Future researchers should evaluate psychosocial constructs (eg, burnout, self-efficacy, self-concept) in ATs using objective, quantifiable measures to inform associations and relationships between the characteristics of the participant, the setting, and these various psychosocial factors. Understanding the precursors to psychosocial distress can then inform the creation of testable psychosocial interventions and resources aimed at promoting clinician health and well-being. Furthermore, tracking the mental health trajectories of ATs and the athletes they treat—through direct, longitudinal tracking—is an important step in clarifying the degree to which the psychosocial experiences of our participants are isolated occurrences due to the pandemic or the new norm for the profession.
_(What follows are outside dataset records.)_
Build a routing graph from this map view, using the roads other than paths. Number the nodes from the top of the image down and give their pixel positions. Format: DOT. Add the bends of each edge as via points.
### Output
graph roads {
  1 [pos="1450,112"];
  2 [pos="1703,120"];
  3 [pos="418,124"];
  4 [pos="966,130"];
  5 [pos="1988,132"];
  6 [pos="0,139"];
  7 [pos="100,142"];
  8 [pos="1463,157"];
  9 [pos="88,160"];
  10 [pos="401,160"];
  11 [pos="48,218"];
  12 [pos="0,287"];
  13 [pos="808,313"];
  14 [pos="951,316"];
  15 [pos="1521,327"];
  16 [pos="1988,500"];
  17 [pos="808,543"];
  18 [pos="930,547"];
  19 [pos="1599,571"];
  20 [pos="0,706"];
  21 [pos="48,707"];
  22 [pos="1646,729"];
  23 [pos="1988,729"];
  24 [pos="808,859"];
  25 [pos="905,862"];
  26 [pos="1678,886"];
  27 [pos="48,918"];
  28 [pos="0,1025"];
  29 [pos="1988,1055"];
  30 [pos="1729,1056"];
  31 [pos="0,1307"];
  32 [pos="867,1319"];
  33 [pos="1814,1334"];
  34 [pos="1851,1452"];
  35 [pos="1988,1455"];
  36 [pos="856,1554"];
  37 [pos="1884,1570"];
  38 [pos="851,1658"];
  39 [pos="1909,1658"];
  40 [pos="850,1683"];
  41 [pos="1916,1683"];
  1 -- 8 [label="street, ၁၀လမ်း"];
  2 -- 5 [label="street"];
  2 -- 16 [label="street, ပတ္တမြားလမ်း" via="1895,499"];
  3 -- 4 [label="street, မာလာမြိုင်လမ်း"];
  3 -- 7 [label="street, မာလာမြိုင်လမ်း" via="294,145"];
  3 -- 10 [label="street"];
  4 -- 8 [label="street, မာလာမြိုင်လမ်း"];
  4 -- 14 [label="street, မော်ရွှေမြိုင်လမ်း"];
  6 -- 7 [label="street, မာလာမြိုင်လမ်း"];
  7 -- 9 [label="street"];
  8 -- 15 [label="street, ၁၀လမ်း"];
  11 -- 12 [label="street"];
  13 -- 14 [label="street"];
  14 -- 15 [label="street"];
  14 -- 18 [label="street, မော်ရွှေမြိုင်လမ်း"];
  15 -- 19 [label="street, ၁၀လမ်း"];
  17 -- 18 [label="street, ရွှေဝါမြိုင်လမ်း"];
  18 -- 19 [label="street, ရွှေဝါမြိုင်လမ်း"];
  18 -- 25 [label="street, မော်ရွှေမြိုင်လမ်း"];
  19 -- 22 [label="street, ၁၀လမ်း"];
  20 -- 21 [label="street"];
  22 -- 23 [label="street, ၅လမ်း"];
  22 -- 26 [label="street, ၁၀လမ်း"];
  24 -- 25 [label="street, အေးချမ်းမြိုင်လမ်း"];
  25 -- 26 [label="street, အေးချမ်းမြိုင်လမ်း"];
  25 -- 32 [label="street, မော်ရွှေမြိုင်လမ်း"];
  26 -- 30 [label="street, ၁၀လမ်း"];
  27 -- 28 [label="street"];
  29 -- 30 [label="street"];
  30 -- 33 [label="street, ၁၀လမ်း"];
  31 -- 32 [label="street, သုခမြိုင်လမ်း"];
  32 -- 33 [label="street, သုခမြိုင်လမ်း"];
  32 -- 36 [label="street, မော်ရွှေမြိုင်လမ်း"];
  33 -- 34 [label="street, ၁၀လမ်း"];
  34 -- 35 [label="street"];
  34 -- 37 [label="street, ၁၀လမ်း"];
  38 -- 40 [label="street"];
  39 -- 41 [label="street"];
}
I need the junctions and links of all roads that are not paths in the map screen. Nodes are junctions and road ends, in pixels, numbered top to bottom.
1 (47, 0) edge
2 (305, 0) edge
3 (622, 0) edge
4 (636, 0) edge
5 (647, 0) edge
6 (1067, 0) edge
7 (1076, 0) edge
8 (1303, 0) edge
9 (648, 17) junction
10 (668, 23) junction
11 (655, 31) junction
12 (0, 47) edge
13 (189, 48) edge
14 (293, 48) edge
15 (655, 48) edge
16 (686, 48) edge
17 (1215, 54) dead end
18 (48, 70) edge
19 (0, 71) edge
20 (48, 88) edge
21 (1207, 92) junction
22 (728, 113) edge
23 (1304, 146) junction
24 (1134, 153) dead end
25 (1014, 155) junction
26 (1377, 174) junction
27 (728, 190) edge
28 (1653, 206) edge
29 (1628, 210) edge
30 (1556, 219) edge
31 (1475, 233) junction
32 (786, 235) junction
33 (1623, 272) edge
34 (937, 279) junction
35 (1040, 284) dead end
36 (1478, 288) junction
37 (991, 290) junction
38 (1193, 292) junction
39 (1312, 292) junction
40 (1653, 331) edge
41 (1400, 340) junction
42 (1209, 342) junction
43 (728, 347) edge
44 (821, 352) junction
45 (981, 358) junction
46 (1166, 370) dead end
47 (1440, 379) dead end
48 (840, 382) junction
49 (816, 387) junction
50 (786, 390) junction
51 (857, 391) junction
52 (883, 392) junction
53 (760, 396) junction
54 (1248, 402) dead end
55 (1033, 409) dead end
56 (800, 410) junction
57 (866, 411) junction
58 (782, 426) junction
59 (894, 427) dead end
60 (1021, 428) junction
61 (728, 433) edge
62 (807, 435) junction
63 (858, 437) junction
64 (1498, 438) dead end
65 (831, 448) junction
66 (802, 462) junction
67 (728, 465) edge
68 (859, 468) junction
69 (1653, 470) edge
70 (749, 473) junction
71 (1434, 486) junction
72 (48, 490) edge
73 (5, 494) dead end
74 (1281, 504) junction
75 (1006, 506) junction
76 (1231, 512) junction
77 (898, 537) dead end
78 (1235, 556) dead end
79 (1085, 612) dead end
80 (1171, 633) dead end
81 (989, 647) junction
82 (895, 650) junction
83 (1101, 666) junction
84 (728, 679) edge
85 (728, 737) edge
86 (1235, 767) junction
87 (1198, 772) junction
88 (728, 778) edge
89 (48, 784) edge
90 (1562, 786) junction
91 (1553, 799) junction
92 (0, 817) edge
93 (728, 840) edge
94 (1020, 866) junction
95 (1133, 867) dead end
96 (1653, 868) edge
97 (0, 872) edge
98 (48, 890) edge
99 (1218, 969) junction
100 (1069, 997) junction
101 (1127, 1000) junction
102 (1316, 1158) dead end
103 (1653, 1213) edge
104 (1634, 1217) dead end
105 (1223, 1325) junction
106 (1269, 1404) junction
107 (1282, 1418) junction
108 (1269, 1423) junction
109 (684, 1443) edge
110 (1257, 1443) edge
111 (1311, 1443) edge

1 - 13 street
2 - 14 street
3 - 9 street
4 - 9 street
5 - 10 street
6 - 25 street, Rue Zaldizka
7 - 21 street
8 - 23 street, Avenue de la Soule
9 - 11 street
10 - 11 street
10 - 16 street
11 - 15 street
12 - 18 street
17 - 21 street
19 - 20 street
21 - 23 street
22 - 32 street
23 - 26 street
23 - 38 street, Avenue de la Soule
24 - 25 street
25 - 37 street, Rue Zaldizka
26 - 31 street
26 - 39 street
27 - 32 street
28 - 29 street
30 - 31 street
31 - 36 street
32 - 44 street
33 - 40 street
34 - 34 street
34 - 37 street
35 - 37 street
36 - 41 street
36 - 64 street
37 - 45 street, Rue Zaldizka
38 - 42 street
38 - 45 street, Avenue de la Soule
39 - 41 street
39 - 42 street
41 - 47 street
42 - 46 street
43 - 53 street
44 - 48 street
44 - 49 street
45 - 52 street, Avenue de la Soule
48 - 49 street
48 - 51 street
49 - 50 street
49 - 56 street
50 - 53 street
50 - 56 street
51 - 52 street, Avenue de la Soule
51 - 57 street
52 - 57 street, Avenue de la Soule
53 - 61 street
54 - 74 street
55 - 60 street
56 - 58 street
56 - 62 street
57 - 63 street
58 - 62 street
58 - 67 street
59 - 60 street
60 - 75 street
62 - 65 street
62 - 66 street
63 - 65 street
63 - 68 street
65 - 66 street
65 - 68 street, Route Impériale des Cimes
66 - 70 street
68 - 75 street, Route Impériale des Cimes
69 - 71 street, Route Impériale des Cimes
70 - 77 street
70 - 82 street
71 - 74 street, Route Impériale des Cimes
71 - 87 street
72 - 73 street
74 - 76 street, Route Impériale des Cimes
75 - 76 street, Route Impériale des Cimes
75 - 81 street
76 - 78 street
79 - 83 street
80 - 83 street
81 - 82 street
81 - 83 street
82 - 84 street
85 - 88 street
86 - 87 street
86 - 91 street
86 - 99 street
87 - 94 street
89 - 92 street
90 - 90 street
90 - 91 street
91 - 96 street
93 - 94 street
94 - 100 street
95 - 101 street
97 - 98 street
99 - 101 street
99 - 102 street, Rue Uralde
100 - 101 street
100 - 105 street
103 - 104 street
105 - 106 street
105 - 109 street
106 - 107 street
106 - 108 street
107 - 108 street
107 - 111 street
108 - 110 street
The role of collegiate ATs during the COVID-19 pandemic was associated with perceived strain on their psychosocial well-being, both professionally and personally. Psychosocial distress has been linked to job attrition and career departure; it would be prudent to consider the potential implications of clinician turnover on patient care and outcomes. For clinicians who stay in the field, psychosocial distress can lead to poorer patient outcomes and an increase in medical errors, so it is critical to characterize and understand these constructs in athletic training. Of note, clinicians were open to talking about these psychosocial stressors and the effects on their mental well-being, signifying a possible shift in the stigma that is often associated with mental health. This recognition of their own mental health and well-being may also help clinicians raise awareness among their patients. We identified key themes to outline these ATs’ experiences (eg, role strain, navigating uncertainty, burnout), emphasizing the need to create and test sustainable strategies and resources for enhancing stakeholder health as they rebound from the pandemic, as well as in navigating future challenges.